Detenuti liberi con assunzioni-truffa
Contratti di lavoro con aziende fallite, così uscivano dal carcere. Scattano avvisi di garanzia anche alle imprese
TERAMO. Quando la crisi ingoia aziende e posti di lavoro, stravolgendo economie e vite, tutto può diventare possibile. Anche mettere a disposizione imprese fallite per creare finte occupazioni a detenuti in semilibertà. Probabilmente in cambio di soldi, anche se ciò sarà difficilmente dimostrabile in un eventuale procedimento.
E’ un’inchiesta della procura teraman a svelare un sistema collaudato dove un contabile esperto preparava documenti e alcuni imprenditori falliti fornivano le loro imprese, edili e non solo, per garantire, ma solo sulla carta, assunzioni come operai a detenuti in semilibertà. Soprattutto stranieri. Si tratta di reclusi che hanno scontato un determinato periodo di pena e che quindi, così come stabilito dall’ordinamento penitenziario già prima dell’entrata in vigore della legge Gozzini, possono scontare il resto della pena in semilibertà: di giorno fuori, di notte in carcere. Per farlo è necessario dimostrare di avere un lavoro e per questo, nel momento in cui si presenta la richiesta al magistrato di sorveglianza, diventa vincolante proprio l’ok dell’imprenditore che mette nero su bianco l’assunzione nella propria impresa. Ma, secondo le indagini del pm Stefano Giovagnoni, quelle imprese non esistono più.
Nel fascicolo del sostituto procuratore ci sono due indagati: devono rispondere di truffa e di falso in atto pubblico commesso da privati per trarre in inganno pubblici funzionari. Nel corso delle indagini, che non sono ancora concluse, gli investigatori hanno acquisito centinaia di documenti, soprattutto buste paga e contratti di assunzioni. Documenti all’apparenza perfetti. Ma un attento esame e l’incrocio dei dati forniti hanno fatto emergere incongruenze e irregolarità. Difficile per ora fornire dei numeri, ma i casi scoperti potrebbero essere diversi. La nuova inchiesta della procura segue di poco quella già avviata, e ormai vicina alla conclusione, che nei mesi scorsi ha portato alla scoperta di una sorta di racket sulla pelle degli extracomunitari in cerca di permessi di soggiorno.
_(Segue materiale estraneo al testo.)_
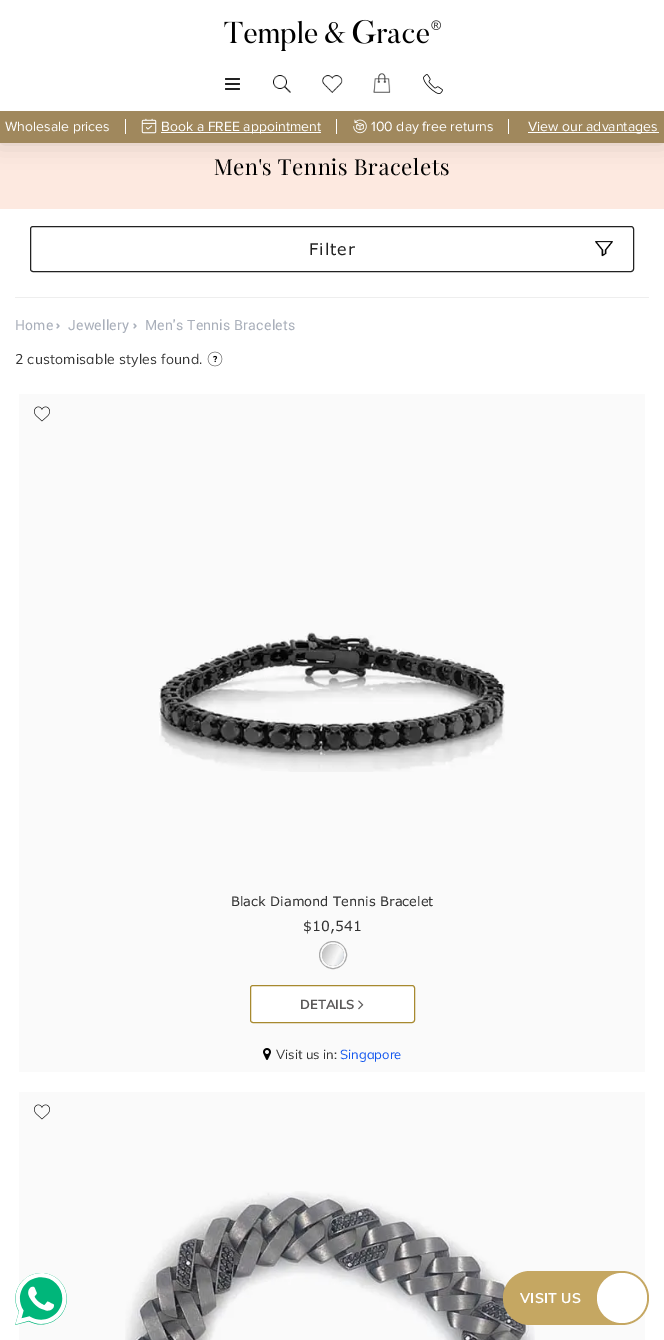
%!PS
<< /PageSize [664 1340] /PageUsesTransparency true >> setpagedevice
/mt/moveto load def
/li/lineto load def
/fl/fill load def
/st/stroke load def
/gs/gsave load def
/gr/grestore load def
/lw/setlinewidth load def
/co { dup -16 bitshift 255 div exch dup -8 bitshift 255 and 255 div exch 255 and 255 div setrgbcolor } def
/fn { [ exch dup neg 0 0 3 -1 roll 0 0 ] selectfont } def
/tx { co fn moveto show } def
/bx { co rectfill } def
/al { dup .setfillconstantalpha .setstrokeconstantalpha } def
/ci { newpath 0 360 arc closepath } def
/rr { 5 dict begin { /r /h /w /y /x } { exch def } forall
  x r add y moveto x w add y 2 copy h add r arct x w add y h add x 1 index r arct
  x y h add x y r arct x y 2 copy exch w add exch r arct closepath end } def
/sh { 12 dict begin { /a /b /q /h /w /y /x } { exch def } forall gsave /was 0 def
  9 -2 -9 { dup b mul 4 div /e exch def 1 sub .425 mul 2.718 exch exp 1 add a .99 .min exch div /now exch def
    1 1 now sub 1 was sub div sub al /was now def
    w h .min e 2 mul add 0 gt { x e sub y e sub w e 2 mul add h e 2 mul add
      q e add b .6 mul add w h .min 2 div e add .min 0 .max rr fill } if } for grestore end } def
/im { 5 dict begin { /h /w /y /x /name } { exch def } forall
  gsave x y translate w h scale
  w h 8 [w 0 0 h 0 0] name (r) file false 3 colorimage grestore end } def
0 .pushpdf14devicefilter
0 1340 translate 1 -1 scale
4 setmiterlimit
0 0 664 1340 16#FFFFFF bx
0 143 664 66 16#FDE9E0 bx
16#000000 co
0 0 664 143 0 12 .15 sh
0 0 664 111 16#FFFFFF bx
(media/1.raw) 224 19 217 32 im
16#222222 co
225 78 15 2 1 rr fl
225 83 15 2 1 rr fl
225 88 15 2 1 rr fl
(media/2.raw) 273 75 18 18 im
(media/3.raw) 322 75 21 18 im
(media/4.raw) 373 73 18 20 im
(media/5.raw) 423 74 20 20 im
0 111 664 32 16#A0885D bx
125 119 1 15 16#FFFFFF bx
(media/6.raw) 141 118 16 16 im
336 119 1 15 16#FFFFFF bx
161 132 160 1 16#FFFFFF bx
(media/7.raw) 353 119 14 15 im
508 119 1 15 16#FFFFFF bx
528 132 131 1 16#FFFFFF bx
16#222222 co
30.5 226.5 603 45 2.5 rr st
(media/8.raw) 595 241 18 16 im
15 297 634 1 16#EEEEEE bx
16#A9AFBA co
1.1 lw
1 setlinecap
1 setlinejoin
57 324 mt 59 326 li 57 328 li st
134 324 mt 136 326 li 134 328 li st
(media/9.raw) 207 351 16 16 im
19 394 626 678 16#FAFAFA bx
(media/10.raw) 34 406 16 16 im
(media/11.raw) 159 632 346 140 im
16#AAAAAA co
1 lw
0 setlinecap
0 setlinejoin
333 955 13.5 ci st
333 955 11 ci fl
(media/12.raw) 322 944 22 22 im
16#FFFFFF co
250.5 985.5 164 37 2.5 rr gs fl gr
16#A7892F co
st
(media/13.raw) 358 1000 6 10 im
(media/14.raw) 263 1048 8 12 im
19 1092 626 248 16#FAFAFA bx
(media/10.raw) 34 1104 16 16 im
(media/15.raw) 125 1191 410 149 im
(media/16.raw) 15 1273 52 52 im
16#C5A762 co
503 1271 146 54 27 rr fl
16#FFFFFF co
622 1298 25 ci fl
(Wholesale prices) 5 131 /ProximaNova-Regular 14 16#FFFFFF tx
(Book a FREE appointment) 161 131 /ProximaNova-Regular 14 16#FFFFFF tx
(100 day free returns) 371 131 /ProximaNova-Regular 14 16#FFFFFF tx
(View our advantages) 528 131 /ProximaNova-Regular 14 16#FFFFFF tx
/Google-Regular 22 fn
16#000000 co
214 175 mt .55 0 (Men's Tennis Bracelets) ashow
/Verdana-Regular 16 fn
16#222222 co
309 255 mt 1 0 (Filter) ashow
/Roboto-Regular 14 fn
16#A9AFBA co
15 330 mt .2 0 (Home) ashow
68 330 mt .2 0 (Jewellery) ashow
145 330 mt .2 0 (Men's Tennis Bracelets) ashow
/Muli-Regular 14 fn
16#333333 co
15 364 mt .2 0 (2 customisable styles found.) ashow
(Black Diamond Tennis Bracelet) 231 906 /Verdana-Regular 13 16#333333 tx
($10,541) 303 931 /Verdana-Regular 14 16#333333 tx
(DETAILS) 300 1009 /Muli-Bold 13 16#5B5959 tx
(Visit us in:) 276 1059 /Muli-Regular 13 16#333333 tx
(Singapore) 340 1059 /Muli-Regular 13 16#1155EE tx
/Muli-Bold 14 fn
16#FFFFFF co
520 1303 mt .25 0 (VISIT US) ashow
.poppdf14devicefilter showpage
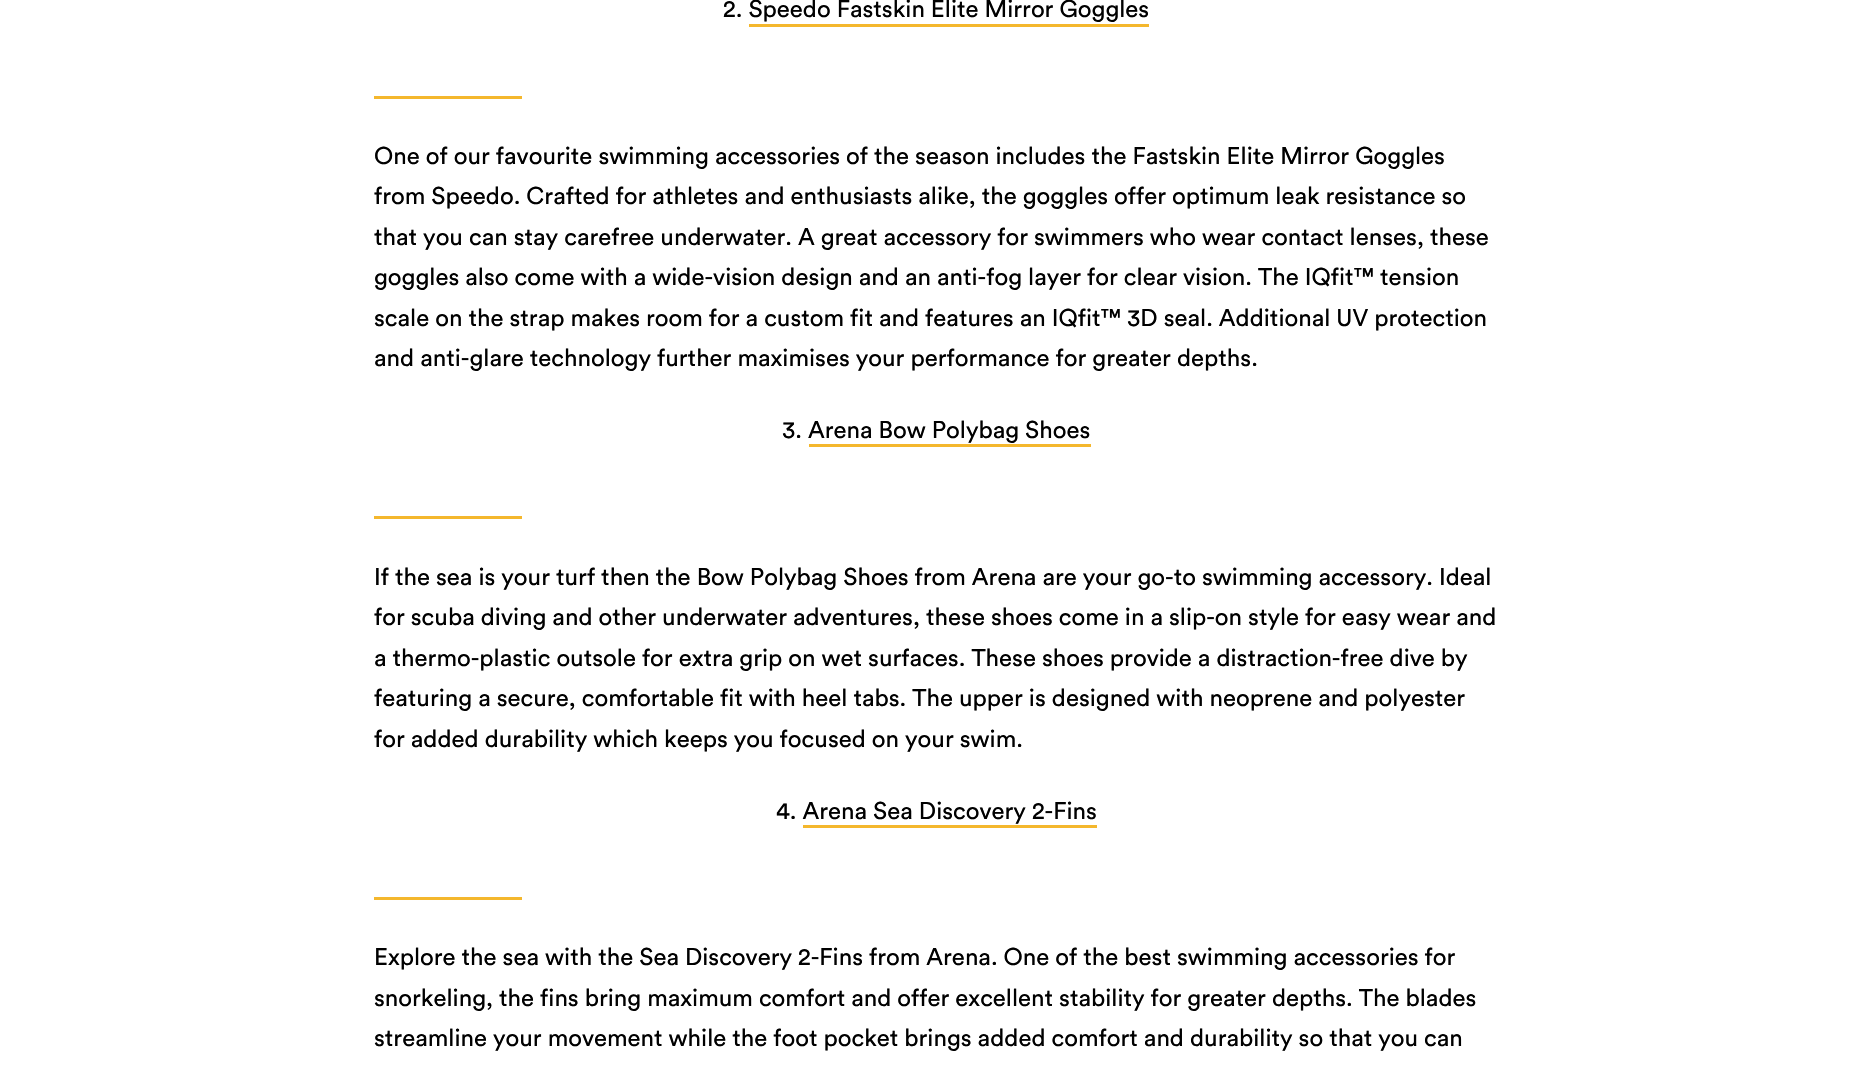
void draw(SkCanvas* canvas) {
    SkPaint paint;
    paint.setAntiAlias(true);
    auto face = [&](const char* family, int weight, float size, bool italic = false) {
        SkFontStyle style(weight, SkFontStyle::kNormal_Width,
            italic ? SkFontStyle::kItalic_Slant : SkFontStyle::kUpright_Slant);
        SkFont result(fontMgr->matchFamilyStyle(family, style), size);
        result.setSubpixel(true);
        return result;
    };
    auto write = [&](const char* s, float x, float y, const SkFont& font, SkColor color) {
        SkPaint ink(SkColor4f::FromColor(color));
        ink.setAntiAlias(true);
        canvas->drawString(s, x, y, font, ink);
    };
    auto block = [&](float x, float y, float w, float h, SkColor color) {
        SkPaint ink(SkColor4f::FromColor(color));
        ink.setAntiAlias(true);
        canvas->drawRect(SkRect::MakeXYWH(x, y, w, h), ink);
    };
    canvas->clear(SK_ColorWHITE);
    auto kFont1 = face("Circular", 400, 24);
    write("2. Speedo Fastskin Elite Mirror Goggles", 723, 17, kFont1, SK_ColorBLACK);
    block(749, 24, 400, 3, SkColorSetRGB(244, 183, 45));
    block(374, 96, 148, 3, SkColorSetRGB(244, 183, 45));
    write("One of our favourite swimming accessories of the season includes the Fastskin Elite Mirror Goggles", 374, 164, kFont1, SK_ColorBLACK);
    write("from Speedo. Crafted for athletes and enthusiasts alike, the goggles offer optimum leak resistance so", 374, 204, kFont1, SK_ColorBLACK);
    write("that you can stay carefree underwater. A great accessory for swimmers who wear contact lenses, these", 374, 245, kFont1, SK_ColorBLACK);
    write("goggles also come with a wide-vision design and an anti-fog layer for clear vision. The IQfit™ tension", 374, 285, kFont1, SK_ColorBLACK);
    write("scale on the strap makes room for a custom fit and features an IQfit™ 3D seal. Additional UV protection", 374, 326, kFont1, SK_ColorBLACK);
    write("and anti-glare technology further maximises your performance for greater depths.", 374, 366, kFont1, SK_ColorBLACK);
    write("3. Arena Bow Polybag Shoes", 782, 438, kFont1, SK_ColorBLACK);
    block(809, 444, 282, 3, SkColorSetRGB(244, 183, 45));
    block(374, 516, 148, 3, SkColorSetRGB(244, 183, 45));
    write("If the sea is your turf then the Bow Polybag Shoes from Arena are your go-to swimming accessory. Ideal", 374, 585, kFont1, SK_ColorBLACK);
    write("for scuba diving and other underwater adventures, these shoes come in a slip-on style for easy wear and", 374, 625, kFont1, SK_ColorBLACK);
    write("a thermo-plastic outsole for extra grip on wet surfaces. These shoes provide a distraction-free dive by", 374, 666, kFont1, SK_ColorBLACK);
    write("featuring a secure, comfortable fit with heel tabs. The upper is designed with neoprene and polyester", 374, 706, kFont1, SK_ColorBLACK);
    write("for added durability which keeps you focused on your swim.", 374, 747, kFont1, SK_ColorBLACK);
    write("4. Arena Sea Discovery 2-Fins", 776, 819, kFont1, SK_ColorBLACK);
    block(803, 825, 294, 3, SkColorSetRGB(244, 183, 45));
    block(374, 897, 148, 3, SkColorSetRGB(244, 183, 45));
    write("Explore the sea with the Sea Discovery 2-Fins from Arena. One of the best swimming accessories for", 374, 965, kFont1, SK_ColorBLACK);
    write("snorkeling, the fins bring maximum comfort and offer excellent stability for greater depths. The blades", 374, 1006, kFont1, SK_ColorBLACK);
    write("streamline your movement while the foot pocket brings added comfort and durability so that you can", 374, 1046, kFont1, SK_ColorBLACK);
}
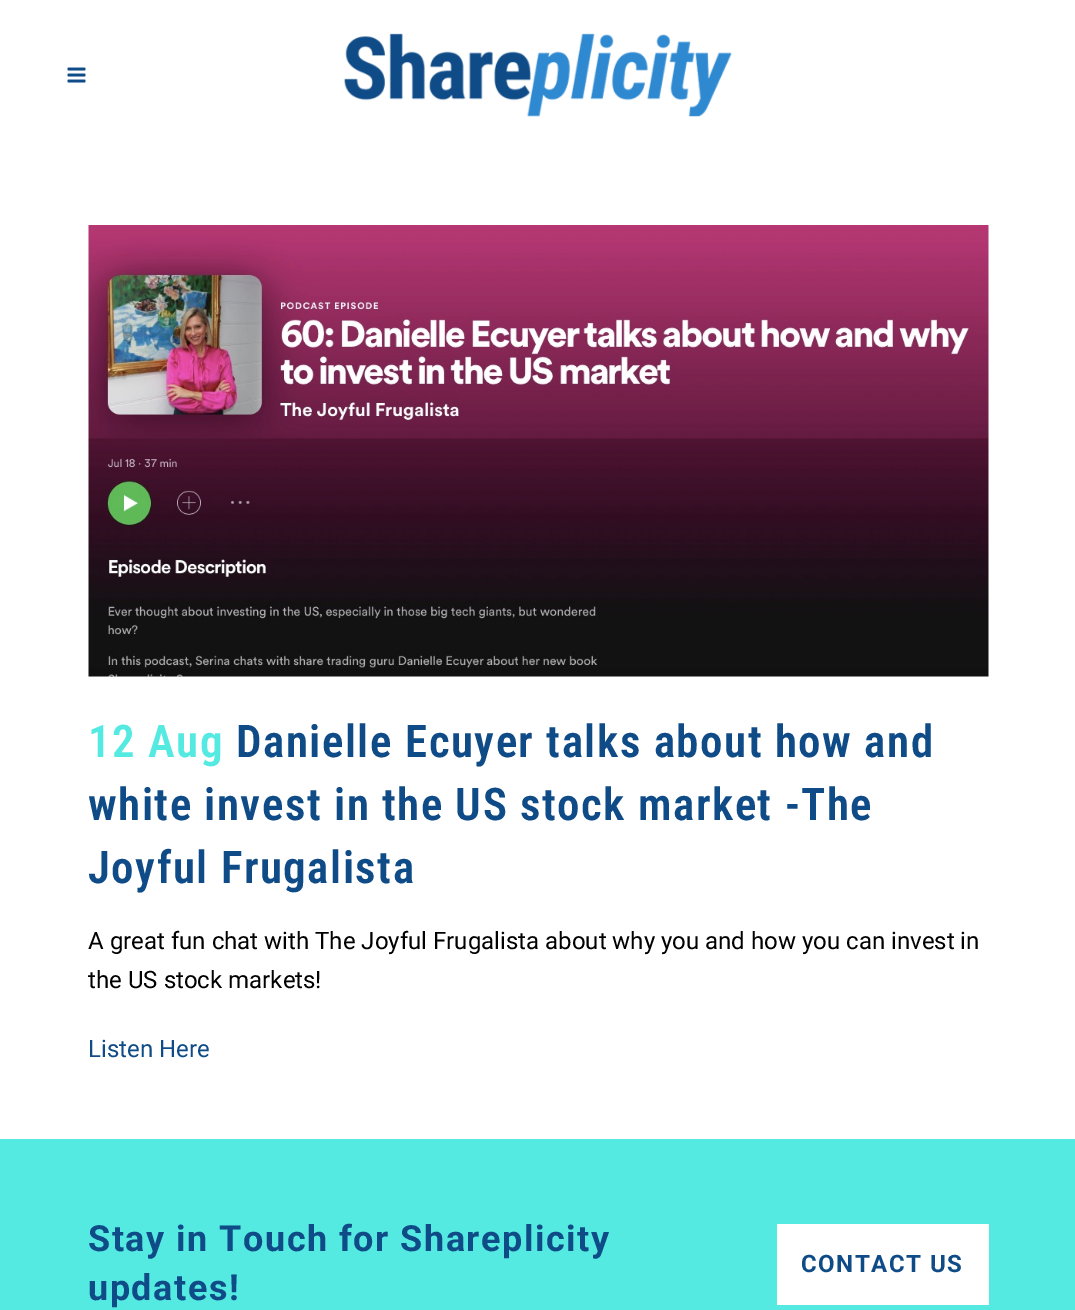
%!PS-Adobe-3.0
%%BoundingBox: 0 0 1075 1310
%%LanguageLevel: 3
%%Pages: 1
%%EndComments
%%BeginProlog
/m { moveto } bind def
/fn { [ exch dup neg 0 0 3 -1 roll 0 0 ] selectfont } def
/tx { moveto show } def
/bx { rectfill } def
/im { 5 dict begin { /h /w /y /x /name } { exch def } forall
  gsave x y translate w h scale
  w h 8 [w 0 0 h 0 0] name (r) file false 3 colorimage grestore end } def
%%EndProlog
%%BeginSetup
<< /PageSize [1075 1310] >> setpagedevice
%%EndSetup
%%Page: 1 1
0 1310 translate 1 -1 scale
4 setmiterlimit
1 setgray
0 0 1075 1310 bx
(image0.raw) 67 67 19 16 im
(image1.raw) 344 33 388 84 im
(image2.raw) 88 225 901 452 im
/RobotoCondensed-SemiBold 45 fn
0.333 0.918 0.882 setrgbcolor
88 757 m 1.5 0 (12 Aug) ashow
0.059 0.294 0.529 setrgbcolor
236 757 m 1.5 0 (Danielle Ecuyer talks about how and) ashow
88 820 m 1.5 0 (white invest in the US stock market -The) ashow
88 883 m 1.5 0 (Joyful Frugalista) ashow
/Roboto-Regular 24 fn
0 setgray
(A great fun chat with The Joyful Frugalista about why you and how you can invest in) 88 949 tx
(the US stock markets!) 88 988 tx
0.059 0.294 0.529 setrgbcolor
(Listen Here) 88 1057 tx
0.333 0.918 0.882 setrgbcolor
0 1139 1075 171 bx
/Roboto-Bold 36 fn
0.059 0.294 0.529 setrgbcolor
88 1251 m 1.5 0 (Stay in Touch for Shareplicity) ashow
88 1300 m 1.5 0 (updates!) ashow
1 setgray
777 1224 212 81 bx
/Roboto-Bold 24 fn
0.059 0.294 0.529 setrgbcolor
801 1272 m 1.5 0 (CONTACT US) ashow
showpage
%%EOF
Anche in questo caso il pm Giovagnoni ha indagato un ex imprenditore che metteva a disposizione la sua azienda fallita per fare assunzioni a decine di immigrati che rischiavano di scivolare nella clandestinità. Grazie a quei documenti, infatti, gli stranieri disoccupati potevano chiedere il rilascio del permesso di soggiorno, così come prevedono le norme della legge Bossi -Fini. Per l’autorità giudiziaria, che in questo procedimento ha iscritto due nomi nel registro degli indagati, non solo finte assunzioni per garantirsi permessi di soggiorno, ma anche finti licenziamenti per assicurarsi il pagamento di lunghi periodi di disoccupazione e , in alcuni casi, di maternità.